Fig. 2: Molecular recognition of TMPRSS2 substrates is mediated through surface loops and potentially through an unpaired cysteine residue.

a, The substrate binding face of TMPRSS2 makes use of three disulfides (yellow sticks) and eight loops, Loops 1–3 (L1–L3) and LA–LE, to confer protein substrate specificity. Nafamostat (gray sticks) covalently bound to the catalytic Ser441 engages the S1 subsite of TMPRSS2 with residues from L1 and L2. b, Multiple sequence alignment of the TTSP family with protease subsites S1’–S4 residues highlighted. The catalytic serine residue acylated by nafamostat is denoted with an asterisk.

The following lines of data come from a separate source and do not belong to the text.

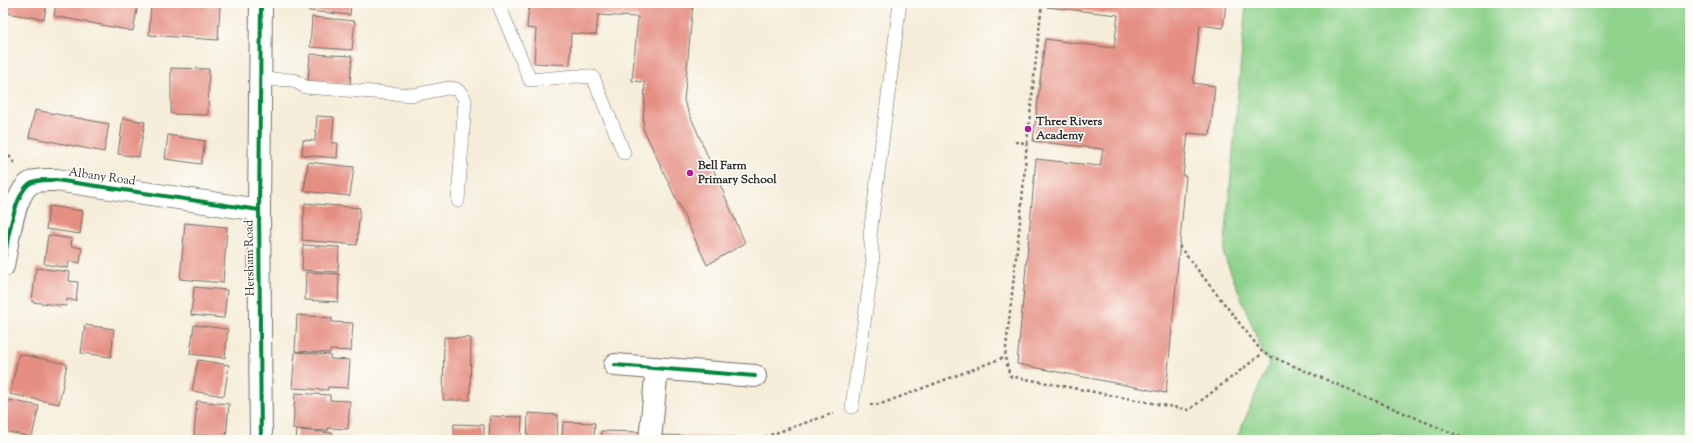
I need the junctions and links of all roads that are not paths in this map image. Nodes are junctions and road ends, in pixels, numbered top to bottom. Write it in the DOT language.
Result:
graph roads {
  1 [pos="261,3"];
  2 [pos="498,3"];
  3 [pos="900,3"];
  4 [pos="260,79"];
  5 [pos="624,153"];
  6 [pos="458,201"];
  7 [pos="259,210"];
  8 [pos="3,266"];
  9 [pos="615,365"];
  10 [pos="657,368"];
  11 [pos="755,376"];
  12 [pos="852,407"];
  13 [pos="261,440"];
  14 [pos="650,440"];
  1 -- 4 [label="street, Hersham Road"];
  2 -- 5 [label="lane"];
  3 -- 12 [label="lane"];
  4 -- 6 [label="lane"];
  4 -- 7 [label="street, Hersham Road"];
  7 -- 8 [label="street, Albany Road"];
  7 -- 13 [label="street, Hersham Road"];
  9 -- 10 [label="street"];
  10 -- 11 [label="street"];
  10 -- 14 [label="street"];
}
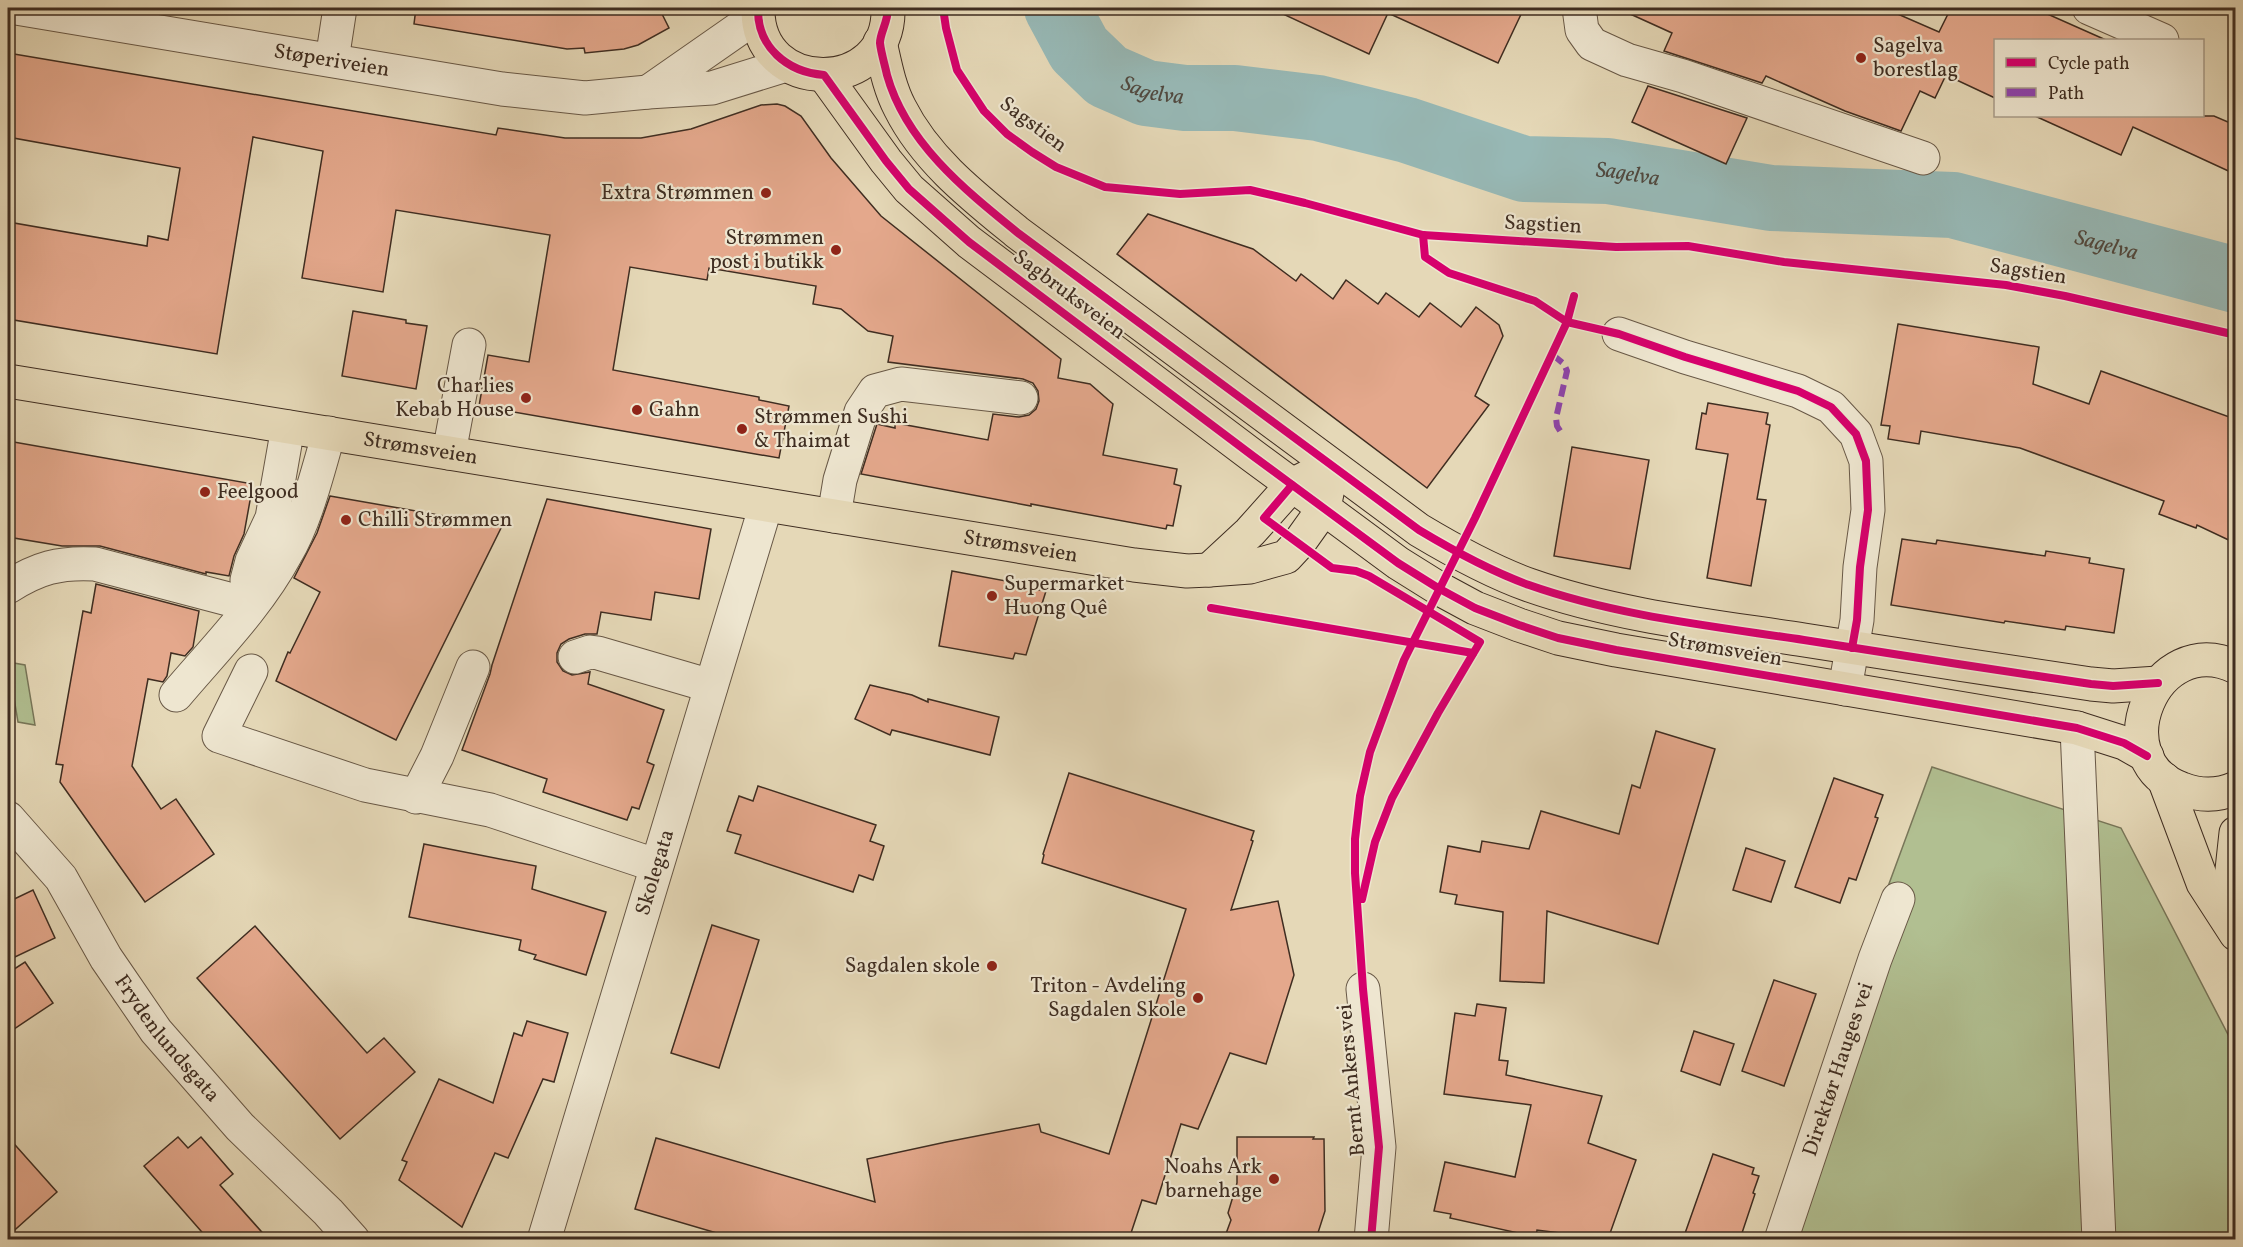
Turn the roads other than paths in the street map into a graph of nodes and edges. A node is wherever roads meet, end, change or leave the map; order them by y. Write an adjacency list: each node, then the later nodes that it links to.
1 (16, 8): 9 (street, Støperiveien)
2 (340, 8): 9 (street)
3 (888, 8): 8 (main road)
4 (1579, 8): 13 (street)
5 (2089, 8): 7 (street)
6 (758, 12): 10 (main road); 12 (street, Støperiveien)
7 (2160, 39)
8 (880, 42): 11 (main road); 21 (main road, Sagbruksveien)
9 (333, 60): 12 (street, Støperiveien)
10 (786, 65): 11 (main road); 12 (street, Støperiveien)
11 (824, 75): 22 (main road, Sagbruksveien)
12 (648, 92)
13 (1923, 158)
14 (1619, 334): 29 (street)
15 (468, 345): 20 (street)
16 (8, 381): 18 (main road, Strømsveien)
17 (1021, 398): 25 (street)
18 (288, 427): 19 (main road, Strømsveien); 28 (street)
19 (329, 434): 20 (main road, Strømsveien); 28 (street)
20 (449, 453): 23 (main road, Strømsveien)
21 (1332, 465): 22 (main road); 24 (main road, Strømsveien); 29 (main road, Strømsveien)
22 (1292, 485): 24 (main road, Sagbruksveien); 26 (main road)
23 (766, 505): 25 (main road, Strømsveien); 35 (street, Skolegata)
24 (1324, 508): 26 (main road, Strømsveien); 36 (main road, Strømsveien)
25 (834, 516): 26 (main road, Strømsveien)
26 (1209, 570)
27 (8, 587): 28 (street)
28 (249, 593): 37 (street)
29 (1852, 648): 34 (main road, Strømsveien); 36 (street)
30 (575, 657): 35 (street)
31 (473, 667): 41 (street)
32 (2235, 667): 34 (main road)
33 (251, 671): 41 (street)
34 (2158, 683): 39 (main road)
35 (711, 686): 44 (street, Skolegata)
36 (1845, 689): 38 (main road, Strømsveien)
37 (176, 695)
38 (2077, 728): 39 (main road, Strømsveien); 52 (street)
39 (2156, 767): 40 (main road, Strømsveien); 46 (main road)
40 (2235, 788)
41 (416, 797): 44 (street)
42 (9, 823): 48 (street, Frydenlundsgata)
43 (2235, 832): 46 (main road)
44 (656, 865): 49 (street, Skolegata)
45 (1898, 899): 51 (street, Direktør Hauges vei)
46 (2235, 934)
47 (1363, 989): 50 (street, Bernt Ankers vei)
48 (353, 1239)
49 (544, 1239)
50 (1371, 1239)
51 (1781, 1239)
52 (2099, 1239)

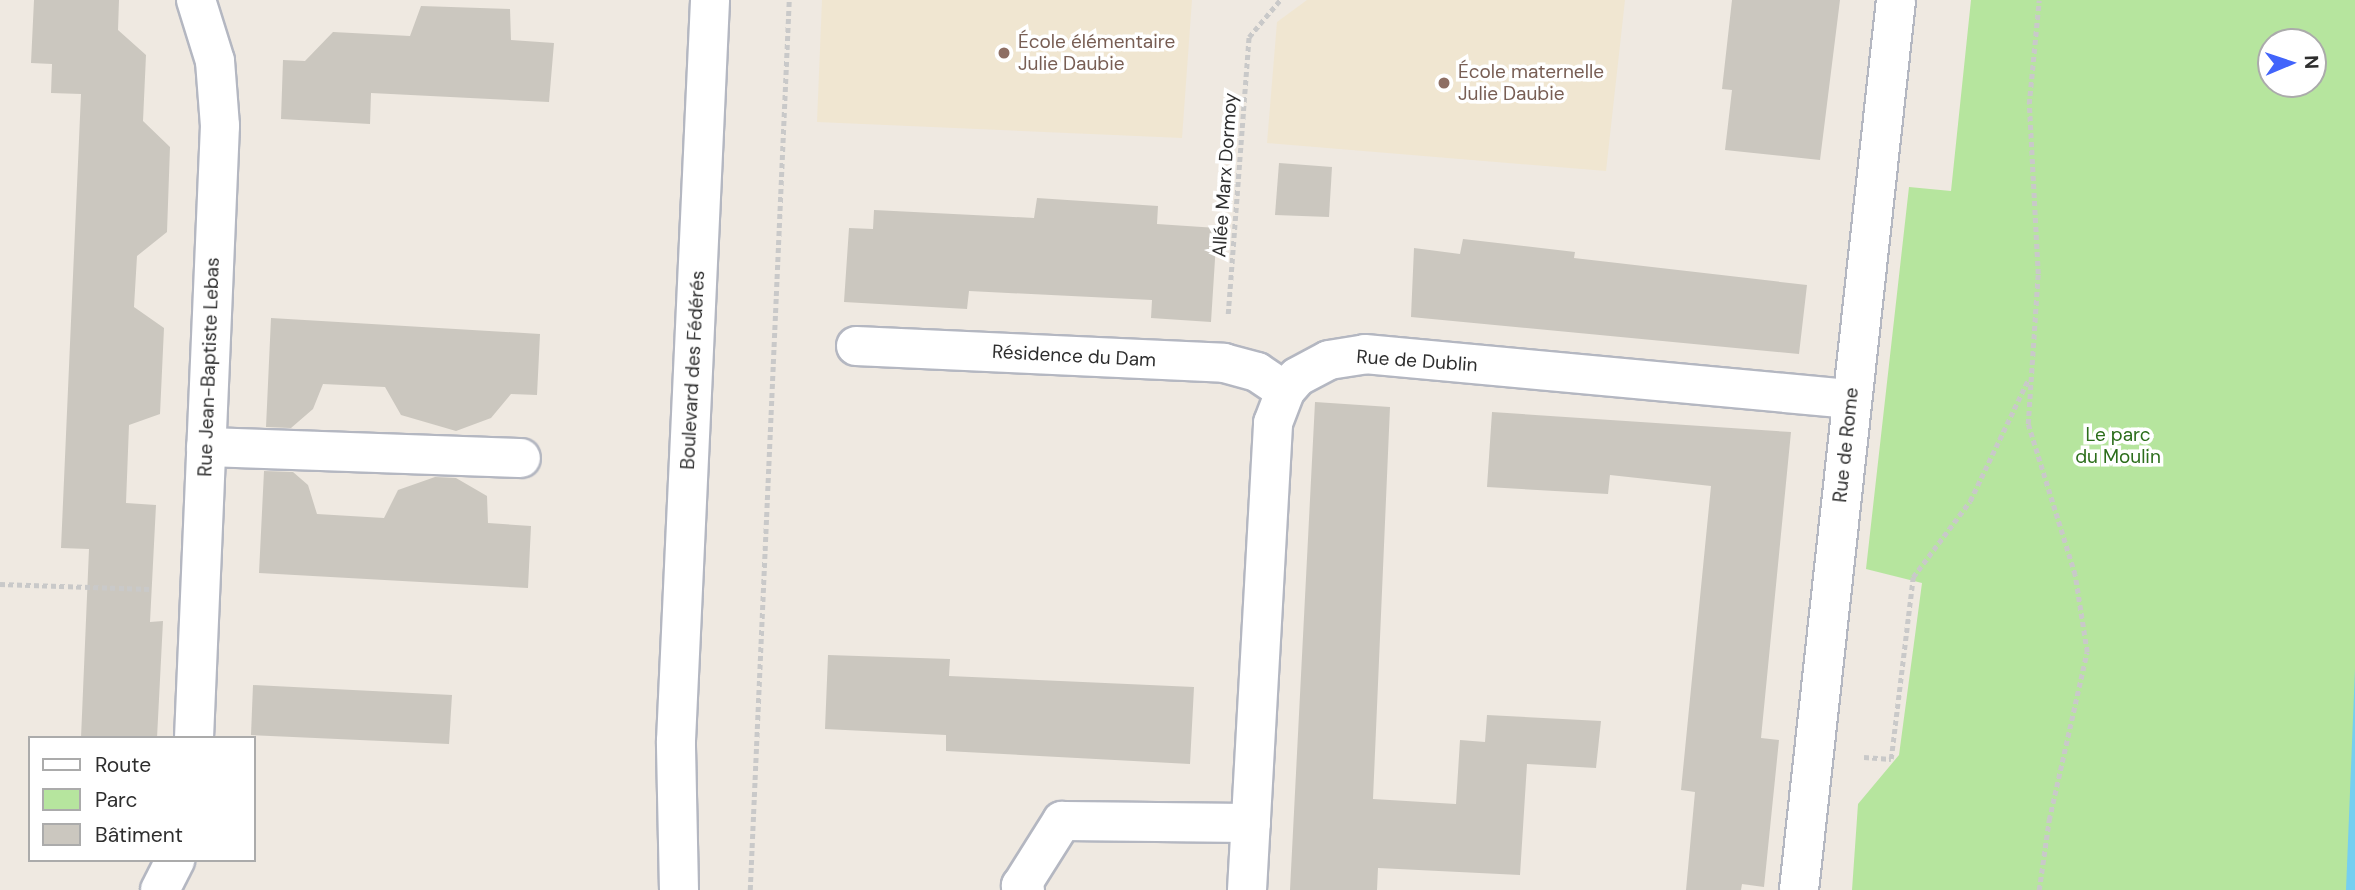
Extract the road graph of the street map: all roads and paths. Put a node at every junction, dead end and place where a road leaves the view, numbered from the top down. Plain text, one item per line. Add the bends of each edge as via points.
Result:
1 (197, 0) edge
2 (710, 0) edge
3 (789, 0) edge
4 (1280, 0) edge
5 (1895, 0) edge
6 (2039, 0) edge
7 (856, 346) dead end
8 (1224, 363) junction
9 (2031, 374) junction
10 (1285, 391) junction
11 (1851, 399) junction
12 (206, 447) junction
13 (521, 458) dead end
14 (0, 584) edge
15 (200, 590) junction
16 (194, 736) edge
17 (676, 741) junction
18 (1814, 752) junction
19 (1251, 823) junction
20 (175, 862) edge
21 (160, 890) edge
22 (654, 890) edge
23 (679, 890) edge
24 (750, 890) edge
25 (1025, 890) edge
26 (1247, 890) edge
27 (1799, 890) edge
28 (2039, 890) edge

1 - 12 street, Rue Jean-Baptiste Lebas via 215,61 220,126
2 - 17 street, Boulevard des Fédérés
3 - 24 path
4 - 8 path, Allée Marx Dormoy via 1250,37
5 - 11 street, Rue de Rome
6 - 9 path via 2029,104 2038,261
7 - 8 street, Résidence du Dam
8 - 10 street, Résidence du Dam via 1257,372
9 - 18 path via 1970,501 1913,576 1891,759
9 - 28 path via 2028,424 2075,575 2087,652 2049,820
10 - 11 street, Rue de Dublin via 1310,368 1365,354
10 - 19 street, Rue de Dublin via 1273,424
11 - 18 street, Rue de Rome
12 - 13 street
12 - 15 street, Rue Jean-Baptiste Lebas
14 - 15 path
15 - 16 street, Rue Jean-Baptiste Lebas
17 - 22 street, Boulevard des Fédérés
17 - 23 street, Boulevard des Fédérés
18 - 27 street, Rue de Rome
19 - 25 street via 1062,821 1021,886
19 - 26 street, Rue de Dublin
20 - 21 street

The S2–S4 protease subsites show greater variability than S1’ and S1 and confer divergent substrate specificity within the TTSP family. c, The subsites of TMPRSS2 (blue) superposed on the corresponding residues of hepsin (magenta, PDB 1Z8G) and TMPRSS13 (orange, PDB 6KD5) with their respective KQLR and decanoyl-RVKR covalent peptide ligands. d,e, A multiple sequence alignment of the human TTSP family members (d) shows complete conservation of the interdomain Cys244-Cys365 disulfide bond but identifies TMPRSS2 as uniquely possessing the only unpaired cysteine residue, Cys379, in the SP domain (e), which is conserved among mammalian TMPRSS2 orthologs. f, The highly conserved SRCR–SP interdomain disulfide is at the backside of the SP domain and is in close proximity to the unpaired Cys379 of TMPRSS2. g, MOE protein patch analysis of the TMPRSS2 ectodomain surface reveals a contiguous 360 Ų hydrophobic residue patch (green) highlighted with white arrows that is adjacent to the unpaired Cys379 at the backside of the SP domain.